In Africa some countries (Ghana, South Africa, Angola, Mozambique, Kenya, Tanzania, Angola, Nigeria, among others) are engaged in processes stipulating compulsory local ownership or participation. Where existing ownership is under review, compensation is offered. Of course there are exceptions: Zimbabwe is one, in which dire political circumstances and few attractive alternatives led to Robert Mugabe’s land grab. In his Zimbabwe economics is not politics, to paraphrase Prussian military philosopher Clausewitz, but rather war by other means.
One commonality, however, is the failure of past policy to deliver to the majority, to lift people out of conditions of endemic poverty. In 2004 Nicaragua’s per capita gross national product was half of that of 1978; El Salvadoror’s was, in 1989, less than that of 1970; and Venezuela’s shrank from $2 300 in 1974 to $1 400, 20 years later.
Sub-Saharan Africans are today poorer than they were, on average, in the early 1970s. One-third of Latin Americans and one-half of sub-Saharan Africans today live in poverty.
But such pressures for change are not driven necessarily by the poor. They are often reflective of elite political ambitions (and of the retention of middle-class, often public sector, worker privileges).
Abuse of democratic institutions
Another commonality is in the abuse of democratic institutions, which has gone hand-in-hand with the populist journey in the first and more contemporary waves.
There is another common thread: the notion that there is somebody else who is the principal reason why you are not rich, that someone is doing you out of your birthright. The presence of natural resources helps to fuel this mindset, even though most African countries, are today, like many of their Latin American counterparts: there is no (racial or ethnic) “other” to redistribute from, apart from foreign companies and elites within their societies.

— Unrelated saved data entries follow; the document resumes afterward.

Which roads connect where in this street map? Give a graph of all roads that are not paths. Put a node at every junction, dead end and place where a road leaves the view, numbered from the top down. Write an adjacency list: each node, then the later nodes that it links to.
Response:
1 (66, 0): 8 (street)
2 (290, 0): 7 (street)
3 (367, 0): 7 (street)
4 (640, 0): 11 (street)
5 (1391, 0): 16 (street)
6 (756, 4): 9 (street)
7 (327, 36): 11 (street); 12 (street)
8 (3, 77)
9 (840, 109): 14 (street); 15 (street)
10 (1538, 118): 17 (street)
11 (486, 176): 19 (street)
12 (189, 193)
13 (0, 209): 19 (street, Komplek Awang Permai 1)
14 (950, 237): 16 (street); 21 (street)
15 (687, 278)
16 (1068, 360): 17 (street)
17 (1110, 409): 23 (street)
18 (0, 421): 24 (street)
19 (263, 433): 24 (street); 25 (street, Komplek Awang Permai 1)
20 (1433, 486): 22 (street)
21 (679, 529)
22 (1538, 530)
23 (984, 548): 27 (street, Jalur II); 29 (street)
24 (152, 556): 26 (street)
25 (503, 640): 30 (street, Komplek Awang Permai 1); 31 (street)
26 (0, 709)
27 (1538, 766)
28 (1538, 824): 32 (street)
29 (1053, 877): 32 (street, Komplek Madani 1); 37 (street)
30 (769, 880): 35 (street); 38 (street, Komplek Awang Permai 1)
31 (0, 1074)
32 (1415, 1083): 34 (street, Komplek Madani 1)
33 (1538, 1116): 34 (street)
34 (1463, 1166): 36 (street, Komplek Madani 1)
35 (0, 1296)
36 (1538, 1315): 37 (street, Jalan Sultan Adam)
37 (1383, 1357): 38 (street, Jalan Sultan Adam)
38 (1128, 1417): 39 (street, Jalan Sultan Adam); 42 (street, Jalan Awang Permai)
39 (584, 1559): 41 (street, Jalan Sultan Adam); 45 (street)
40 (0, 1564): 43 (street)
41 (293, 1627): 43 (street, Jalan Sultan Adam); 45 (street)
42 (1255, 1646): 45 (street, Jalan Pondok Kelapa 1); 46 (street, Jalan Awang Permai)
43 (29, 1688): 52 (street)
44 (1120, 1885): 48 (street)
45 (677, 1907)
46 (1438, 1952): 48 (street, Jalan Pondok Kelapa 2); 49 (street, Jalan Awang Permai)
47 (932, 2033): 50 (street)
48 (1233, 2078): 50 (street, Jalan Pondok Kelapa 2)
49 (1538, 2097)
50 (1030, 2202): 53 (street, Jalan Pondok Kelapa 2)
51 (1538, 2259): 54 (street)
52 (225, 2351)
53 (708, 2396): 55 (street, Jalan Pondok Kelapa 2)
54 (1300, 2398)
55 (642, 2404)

Analytically, it is also about the point at which the state ends and the market begins. That is not necessarily a bad thing per se, unless this border shifts too far in either direction.

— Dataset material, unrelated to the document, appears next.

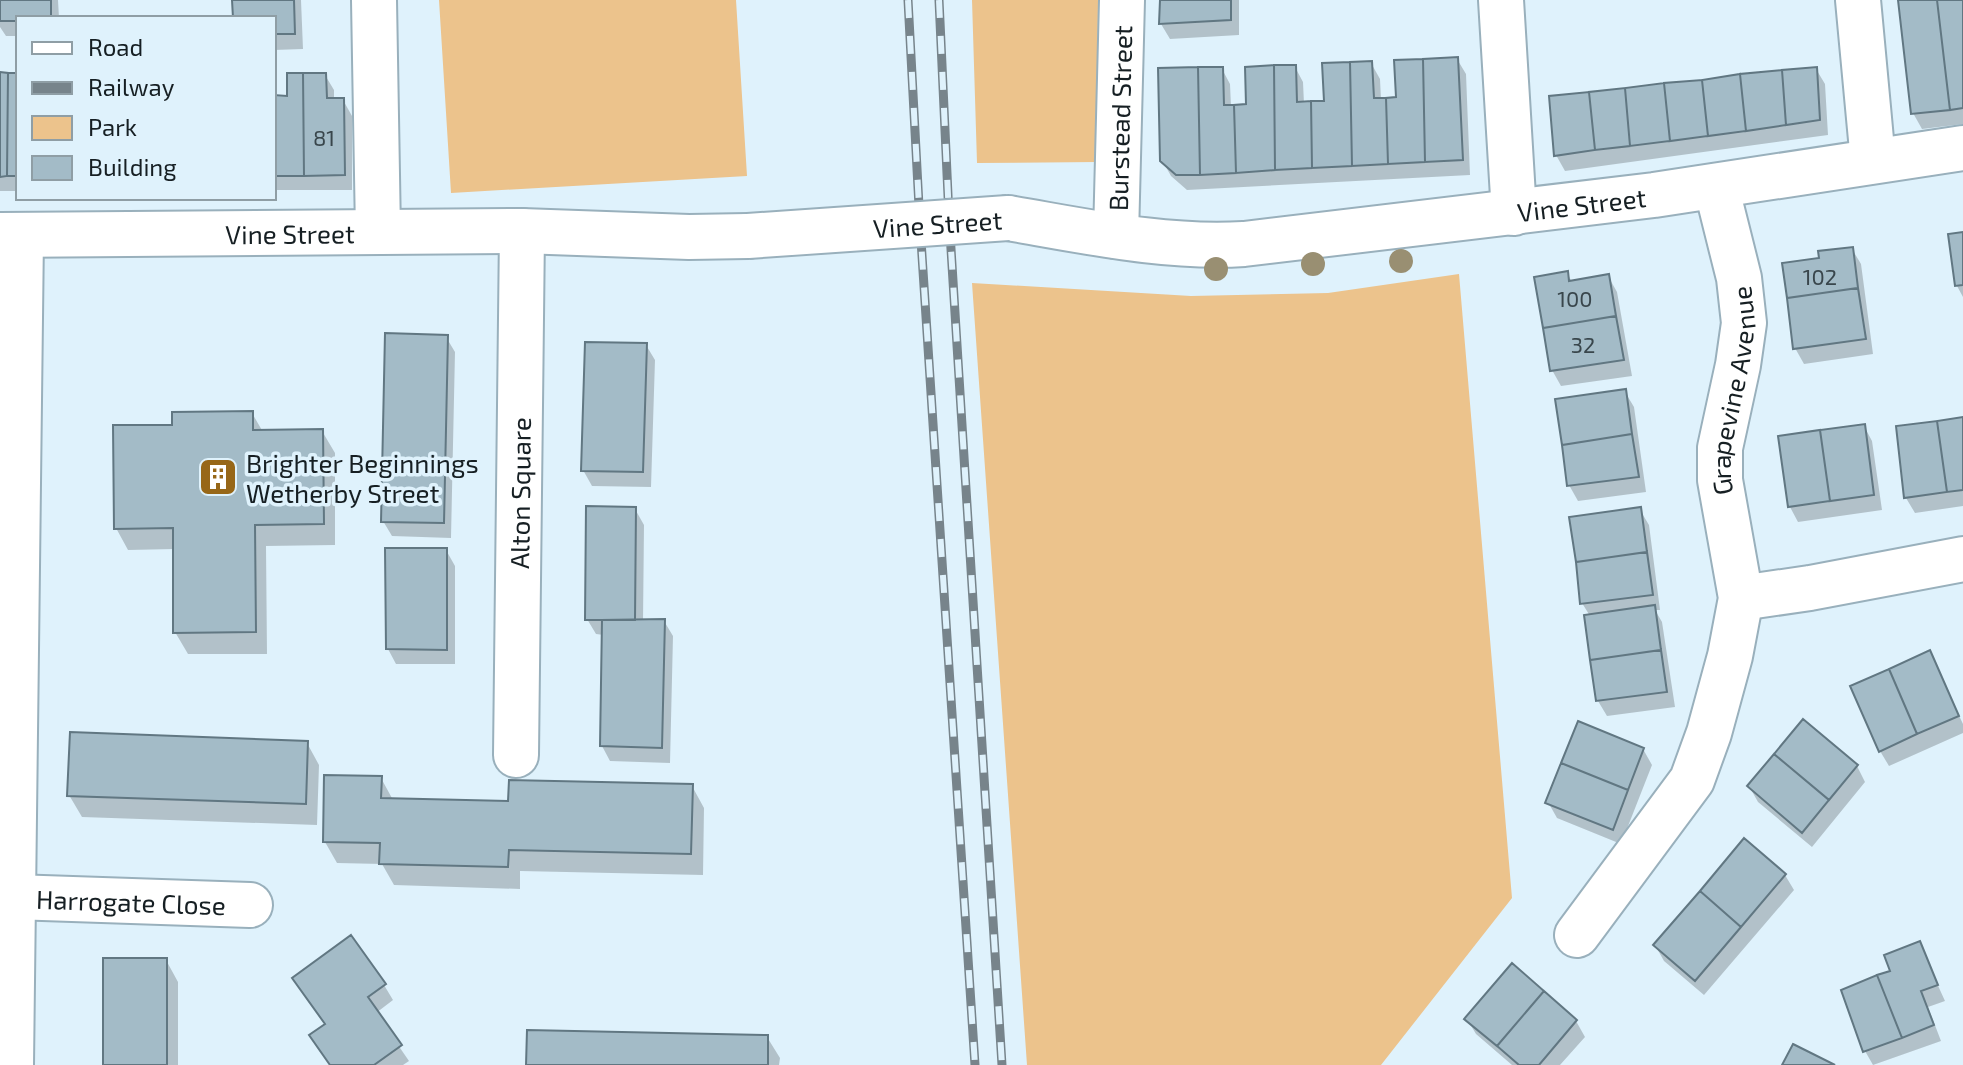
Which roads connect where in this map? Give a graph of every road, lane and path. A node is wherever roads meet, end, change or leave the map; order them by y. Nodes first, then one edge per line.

And there is a common thread, too, in terms of practical policy: the stress on cash transfers to the poorest or most vulnerable, from the Bolsa Familia (“family grant”) in Brazil to similar schemes in Bolivia, Nicaragua and Venezuela, among other Latin American examples, and the sole African country that can probably afford this on such a scale at present moment — South Africa.
Empowerment in Africa is not only morally correct but politically necessary and economic common sense. Yet, the failure of the transfer of ownership equity to be sufficiently broad-based (in, for example, South Africa) in its impact, and its failure to satisfy more than a clutch of elites, is indicates how difficult it is to manage its more complex alternative requirements, including procurement.
Growth
Growth with equity remains problematic in many developing societies, not least in Africa, but that should not discount the need for growth.

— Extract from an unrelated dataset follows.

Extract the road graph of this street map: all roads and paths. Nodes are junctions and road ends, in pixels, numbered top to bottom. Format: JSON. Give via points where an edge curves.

Populist and redistributive urges should thus be separated from sound development practices. The connection between Latin America and Africa is about how to alleviate poverty, how to bridge the gap between the social and political exclusion and frustration of joblessness and inclusion in formal employment, and how to satisfy the expectations of a burgeoning population. It is also critically about ensuring development policies that don’t only work for the very rich (empowerment) and very poor (cash transfers), but for the middle class (sustained growth).
Those countries that have done well in the past three decades are those that have grown steadily and constantly.
A review of contemporary experiences illustrates that the answer to development challenges is not about the isolation that populism implies and inevitably constructs, but rather about constant application and growth, which is, in turn, dependent on sensible insertion and positioning in the global economy.
Dr Greg Mills heads the Johannesburg-based Brenthurst Foundation, co-organiser with the Konrad Adenauer Foundation and the M&G of the discussion on the lessons of economic populism in Latin America.